Iran and Venezuela are planning to invest $4 billion in a joint project in the South American country’s heavy-crude-producing Orinoco Belt. Venezuelan state oil firm PDVSA said on its website that the joint investment would be made in the Ayacucho 7 block, which had an estimated 31 billion of the 1.3 trillion barrels of extra-heavy crude believed to exist in the 55,000-sq. km. Orinoco Belt, located in east-central Venezuela.
The president of PDVSA, Energy Minister Rafael Ramirez, said in the statement that “the work of certifying (the reserves) is being carried out with great success” and that oil production in the Ayacucho 7 Block is expected to begin within two years.
The joint investment plan is one of a series of 33 bilateral energy accords that Venezuela and Iran – large exporting countries whose governments both condemn US “imperialism” – have signed in recent years.
Included in these agreements is the creation of a bilateral and international company, “the product of the synergy” between PDVSA and Iranian state oil firm Petropars “to undertake joint projects in third countries” and build oil tankers, Ramirez said.
The Venezuelan government on May 1 assumed operational control over projects in the Orinoco Belt that produce 600,000 barrels a day, relegating the US firms Chevron, ExxonMobil, Britain’s BP, France’s Total and Norway’s Statoil to the status of minority partners of PDVSA.
Since that move, Venezuelan President Hugo Chavez has been looking to other state oil producers to increase drilling to prove and develop the heavy-oil reserves in the Orinoco region.
State oil companies from several countries, including Argentina, Brazil, China and India have been carrying out a certification process in the region since last August that is expected to conclude in 2008 with the confirmation that the Belt contains some 235 billion barrels of recoverable oil.

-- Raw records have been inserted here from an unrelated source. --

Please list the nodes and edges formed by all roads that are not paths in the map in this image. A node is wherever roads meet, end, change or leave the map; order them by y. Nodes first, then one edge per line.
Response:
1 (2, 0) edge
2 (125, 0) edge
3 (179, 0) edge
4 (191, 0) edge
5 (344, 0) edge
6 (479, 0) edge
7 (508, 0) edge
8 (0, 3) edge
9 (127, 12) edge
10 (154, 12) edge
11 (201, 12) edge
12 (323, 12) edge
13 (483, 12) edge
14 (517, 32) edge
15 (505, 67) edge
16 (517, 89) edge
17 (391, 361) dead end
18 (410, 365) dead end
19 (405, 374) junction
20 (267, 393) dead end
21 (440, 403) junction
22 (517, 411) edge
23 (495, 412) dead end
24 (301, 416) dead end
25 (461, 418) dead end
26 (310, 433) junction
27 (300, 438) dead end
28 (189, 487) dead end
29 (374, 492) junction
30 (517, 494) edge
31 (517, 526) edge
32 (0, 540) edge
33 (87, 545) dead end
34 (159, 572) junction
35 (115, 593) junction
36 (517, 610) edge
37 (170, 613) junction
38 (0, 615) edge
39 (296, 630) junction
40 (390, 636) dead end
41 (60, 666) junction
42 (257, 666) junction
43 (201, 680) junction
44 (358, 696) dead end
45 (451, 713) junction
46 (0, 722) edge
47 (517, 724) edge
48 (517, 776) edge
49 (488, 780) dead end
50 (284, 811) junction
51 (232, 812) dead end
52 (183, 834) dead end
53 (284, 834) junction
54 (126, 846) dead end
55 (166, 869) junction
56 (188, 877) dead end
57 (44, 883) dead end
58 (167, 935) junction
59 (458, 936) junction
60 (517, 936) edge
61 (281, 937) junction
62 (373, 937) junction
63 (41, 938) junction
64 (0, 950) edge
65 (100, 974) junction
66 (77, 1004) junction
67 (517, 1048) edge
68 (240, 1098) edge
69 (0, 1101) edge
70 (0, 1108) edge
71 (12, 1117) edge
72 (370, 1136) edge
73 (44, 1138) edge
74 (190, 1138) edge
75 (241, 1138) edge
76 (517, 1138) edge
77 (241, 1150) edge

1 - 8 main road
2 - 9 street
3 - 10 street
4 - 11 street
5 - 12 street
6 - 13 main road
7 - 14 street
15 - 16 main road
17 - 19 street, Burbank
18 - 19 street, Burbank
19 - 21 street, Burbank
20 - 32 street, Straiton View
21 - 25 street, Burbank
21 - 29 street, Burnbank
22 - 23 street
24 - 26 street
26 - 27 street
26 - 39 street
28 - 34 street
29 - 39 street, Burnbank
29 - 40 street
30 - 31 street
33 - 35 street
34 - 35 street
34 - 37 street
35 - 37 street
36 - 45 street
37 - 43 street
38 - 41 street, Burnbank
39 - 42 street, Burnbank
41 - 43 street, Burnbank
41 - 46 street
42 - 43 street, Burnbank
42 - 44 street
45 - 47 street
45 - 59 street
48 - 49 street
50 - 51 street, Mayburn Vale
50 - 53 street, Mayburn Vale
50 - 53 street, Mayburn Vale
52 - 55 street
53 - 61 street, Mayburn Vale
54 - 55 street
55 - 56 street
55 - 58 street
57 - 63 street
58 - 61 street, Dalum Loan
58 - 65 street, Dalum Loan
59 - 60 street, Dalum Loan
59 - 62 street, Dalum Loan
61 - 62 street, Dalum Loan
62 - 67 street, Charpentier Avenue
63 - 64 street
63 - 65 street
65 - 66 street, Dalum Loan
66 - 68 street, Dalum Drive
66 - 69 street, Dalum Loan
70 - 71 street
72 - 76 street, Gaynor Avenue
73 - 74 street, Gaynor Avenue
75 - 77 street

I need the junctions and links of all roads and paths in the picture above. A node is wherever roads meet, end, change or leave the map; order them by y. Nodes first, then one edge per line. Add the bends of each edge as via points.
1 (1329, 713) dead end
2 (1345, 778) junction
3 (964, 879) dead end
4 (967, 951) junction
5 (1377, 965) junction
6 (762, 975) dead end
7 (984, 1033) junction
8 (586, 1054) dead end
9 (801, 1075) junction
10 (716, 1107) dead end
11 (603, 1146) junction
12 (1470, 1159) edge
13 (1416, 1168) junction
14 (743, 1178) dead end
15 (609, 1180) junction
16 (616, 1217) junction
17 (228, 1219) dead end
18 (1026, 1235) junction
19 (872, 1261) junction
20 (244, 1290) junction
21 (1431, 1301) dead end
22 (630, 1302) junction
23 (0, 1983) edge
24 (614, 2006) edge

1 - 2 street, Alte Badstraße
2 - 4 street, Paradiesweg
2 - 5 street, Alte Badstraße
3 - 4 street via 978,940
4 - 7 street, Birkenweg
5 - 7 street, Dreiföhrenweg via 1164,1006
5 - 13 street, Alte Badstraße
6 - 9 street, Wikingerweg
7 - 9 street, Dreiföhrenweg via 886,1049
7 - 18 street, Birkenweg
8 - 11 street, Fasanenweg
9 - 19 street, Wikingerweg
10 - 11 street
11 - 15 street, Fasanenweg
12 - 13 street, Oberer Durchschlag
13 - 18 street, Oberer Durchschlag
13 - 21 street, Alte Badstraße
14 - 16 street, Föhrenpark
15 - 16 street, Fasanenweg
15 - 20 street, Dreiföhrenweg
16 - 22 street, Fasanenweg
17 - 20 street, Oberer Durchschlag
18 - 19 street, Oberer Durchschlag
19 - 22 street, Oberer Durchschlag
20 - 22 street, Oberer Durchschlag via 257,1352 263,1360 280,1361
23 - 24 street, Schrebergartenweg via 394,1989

In that case, Venezuela’s total reserves would climb to 316 billion barrels, surpassing current world leader Saudi Arabia.
PDVSA experts estimate that at least 20 percent of the Orinoco Belt’s oil wealth is recoverable with available technology. Chavez said, however, that some multinationals did not use that technology in order to keep profits high, settling for extracting between seven and eight percent of the each well’s potential output.